*TASK BRIEF*
Copy each line below that contains "二本松金屋線".

*AVAILABLE DATA*
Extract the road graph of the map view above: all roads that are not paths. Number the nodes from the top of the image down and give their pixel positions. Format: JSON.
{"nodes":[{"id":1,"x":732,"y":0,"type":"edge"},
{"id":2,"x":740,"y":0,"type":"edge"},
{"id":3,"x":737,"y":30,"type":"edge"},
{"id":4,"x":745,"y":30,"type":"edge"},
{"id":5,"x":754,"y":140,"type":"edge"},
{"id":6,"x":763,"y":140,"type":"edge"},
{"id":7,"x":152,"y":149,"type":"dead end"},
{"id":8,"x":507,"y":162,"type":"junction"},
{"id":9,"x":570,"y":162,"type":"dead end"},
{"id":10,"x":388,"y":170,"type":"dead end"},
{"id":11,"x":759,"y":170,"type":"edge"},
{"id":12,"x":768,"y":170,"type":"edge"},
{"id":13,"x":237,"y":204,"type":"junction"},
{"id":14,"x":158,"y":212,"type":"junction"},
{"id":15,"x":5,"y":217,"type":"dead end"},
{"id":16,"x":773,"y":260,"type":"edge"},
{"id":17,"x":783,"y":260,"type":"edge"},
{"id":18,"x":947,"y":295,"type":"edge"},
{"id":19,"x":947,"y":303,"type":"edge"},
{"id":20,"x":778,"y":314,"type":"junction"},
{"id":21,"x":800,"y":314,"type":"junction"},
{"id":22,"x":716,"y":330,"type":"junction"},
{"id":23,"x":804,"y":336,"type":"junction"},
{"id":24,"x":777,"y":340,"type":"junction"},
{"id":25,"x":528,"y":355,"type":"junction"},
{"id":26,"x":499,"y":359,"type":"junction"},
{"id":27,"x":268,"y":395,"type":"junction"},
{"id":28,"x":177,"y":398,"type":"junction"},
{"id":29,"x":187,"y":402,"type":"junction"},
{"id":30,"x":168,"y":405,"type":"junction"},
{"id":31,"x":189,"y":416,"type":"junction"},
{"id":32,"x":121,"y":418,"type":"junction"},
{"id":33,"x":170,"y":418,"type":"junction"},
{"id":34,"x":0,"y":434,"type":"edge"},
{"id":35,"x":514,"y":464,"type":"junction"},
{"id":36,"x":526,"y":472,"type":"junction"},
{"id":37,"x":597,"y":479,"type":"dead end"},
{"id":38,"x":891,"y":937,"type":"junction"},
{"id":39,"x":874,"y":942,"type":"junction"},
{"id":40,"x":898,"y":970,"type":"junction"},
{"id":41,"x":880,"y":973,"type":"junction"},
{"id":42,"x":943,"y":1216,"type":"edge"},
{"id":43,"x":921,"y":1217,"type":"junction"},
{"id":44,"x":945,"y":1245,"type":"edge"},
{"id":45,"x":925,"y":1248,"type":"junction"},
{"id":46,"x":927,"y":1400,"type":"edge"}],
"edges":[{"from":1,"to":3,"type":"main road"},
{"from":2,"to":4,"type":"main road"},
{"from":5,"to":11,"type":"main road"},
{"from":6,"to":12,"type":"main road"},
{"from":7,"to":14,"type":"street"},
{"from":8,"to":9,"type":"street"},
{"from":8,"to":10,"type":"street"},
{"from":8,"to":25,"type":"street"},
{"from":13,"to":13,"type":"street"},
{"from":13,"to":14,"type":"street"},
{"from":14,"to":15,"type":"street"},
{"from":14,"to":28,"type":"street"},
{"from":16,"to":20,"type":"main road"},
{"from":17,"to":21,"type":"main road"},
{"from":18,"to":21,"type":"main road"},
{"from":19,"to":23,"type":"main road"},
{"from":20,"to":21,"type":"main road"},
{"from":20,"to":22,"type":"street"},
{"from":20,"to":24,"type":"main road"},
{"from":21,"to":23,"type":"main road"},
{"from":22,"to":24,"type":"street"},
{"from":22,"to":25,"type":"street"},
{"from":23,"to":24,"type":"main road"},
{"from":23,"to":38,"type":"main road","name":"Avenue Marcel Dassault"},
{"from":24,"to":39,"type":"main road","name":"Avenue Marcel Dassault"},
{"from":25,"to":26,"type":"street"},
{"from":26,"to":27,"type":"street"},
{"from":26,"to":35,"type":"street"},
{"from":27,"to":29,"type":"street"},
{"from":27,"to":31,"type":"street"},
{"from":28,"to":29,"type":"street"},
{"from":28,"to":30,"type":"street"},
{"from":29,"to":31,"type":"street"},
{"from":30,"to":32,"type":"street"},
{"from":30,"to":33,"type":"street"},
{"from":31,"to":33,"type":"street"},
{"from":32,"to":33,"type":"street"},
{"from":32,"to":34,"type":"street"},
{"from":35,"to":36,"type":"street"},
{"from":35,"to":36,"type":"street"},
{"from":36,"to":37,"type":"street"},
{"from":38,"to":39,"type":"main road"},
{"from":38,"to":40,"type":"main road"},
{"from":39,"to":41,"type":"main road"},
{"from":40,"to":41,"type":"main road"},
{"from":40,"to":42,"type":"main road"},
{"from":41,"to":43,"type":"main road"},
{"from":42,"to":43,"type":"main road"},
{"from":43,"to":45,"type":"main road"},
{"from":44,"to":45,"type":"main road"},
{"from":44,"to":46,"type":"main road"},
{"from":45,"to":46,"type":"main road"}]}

---

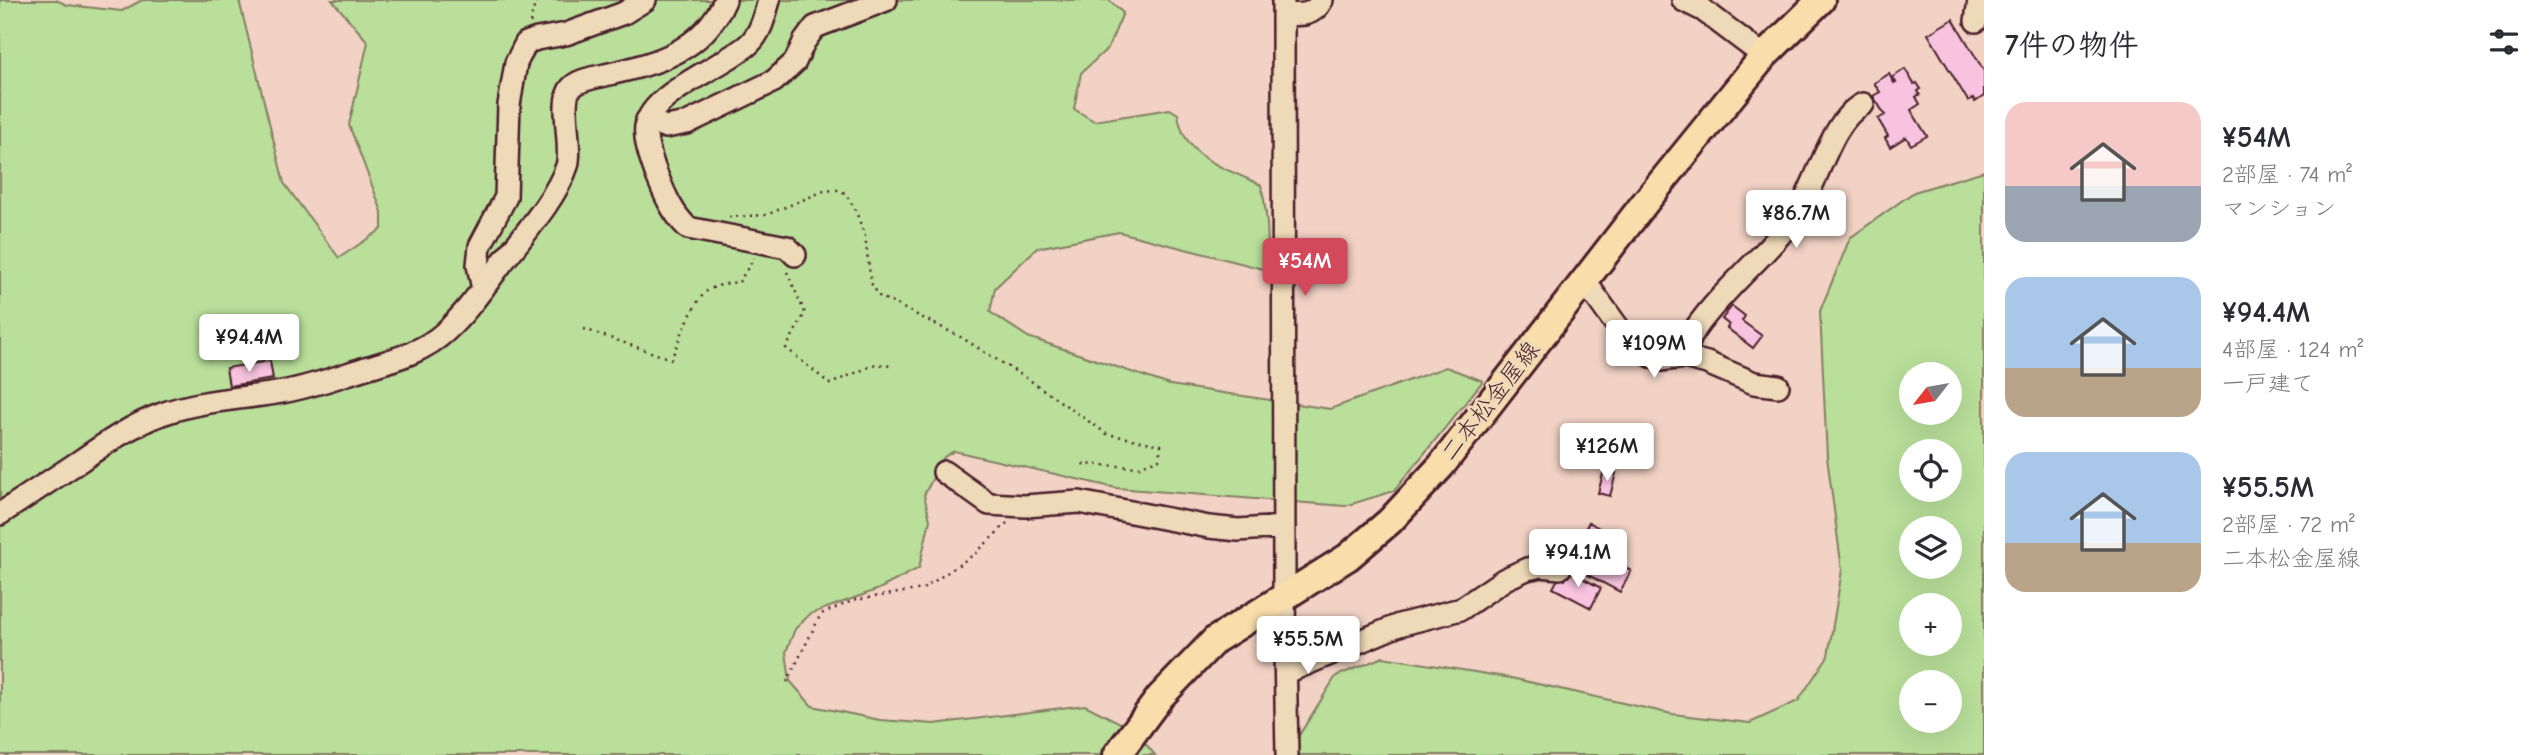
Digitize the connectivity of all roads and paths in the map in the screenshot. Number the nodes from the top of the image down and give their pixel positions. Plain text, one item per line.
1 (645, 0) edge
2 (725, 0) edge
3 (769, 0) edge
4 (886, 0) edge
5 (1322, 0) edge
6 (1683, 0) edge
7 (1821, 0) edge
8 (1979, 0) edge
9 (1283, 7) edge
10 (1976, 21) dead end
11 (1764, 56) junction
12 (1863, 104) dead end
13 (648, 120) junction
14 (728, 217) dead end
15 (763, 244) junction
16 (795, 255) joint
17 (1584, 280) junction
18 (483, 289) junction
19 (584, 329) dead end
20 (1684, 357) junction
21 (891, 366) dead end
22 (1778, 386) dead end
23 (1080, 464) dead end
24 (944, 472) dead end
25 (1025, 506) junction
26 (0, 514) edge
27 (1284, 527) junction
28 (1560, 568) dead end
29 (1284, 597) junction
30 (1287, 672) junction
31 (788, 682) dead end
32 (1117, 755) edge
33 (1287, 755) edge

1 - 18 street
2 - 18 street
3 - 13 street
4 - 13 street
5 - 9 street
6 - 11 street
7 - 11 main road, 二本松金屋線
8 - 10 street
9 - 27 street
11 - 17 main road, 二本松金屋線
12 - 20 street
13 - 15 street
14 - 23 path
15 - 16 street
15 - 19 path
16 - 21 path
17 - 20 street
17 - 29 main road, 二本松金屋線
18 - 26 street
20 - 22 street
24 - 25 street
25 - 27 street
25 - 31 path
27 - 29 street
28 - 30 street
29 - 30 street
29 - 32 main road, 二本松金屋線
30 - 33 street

*EXERCISE RESULT*
7 - 11 main road, 二本松金屋線
11 - 17 main road, 二本松金屋線
17 - 29 main road, 二本松金屋線
29 - 32 main road, 二本松金屋線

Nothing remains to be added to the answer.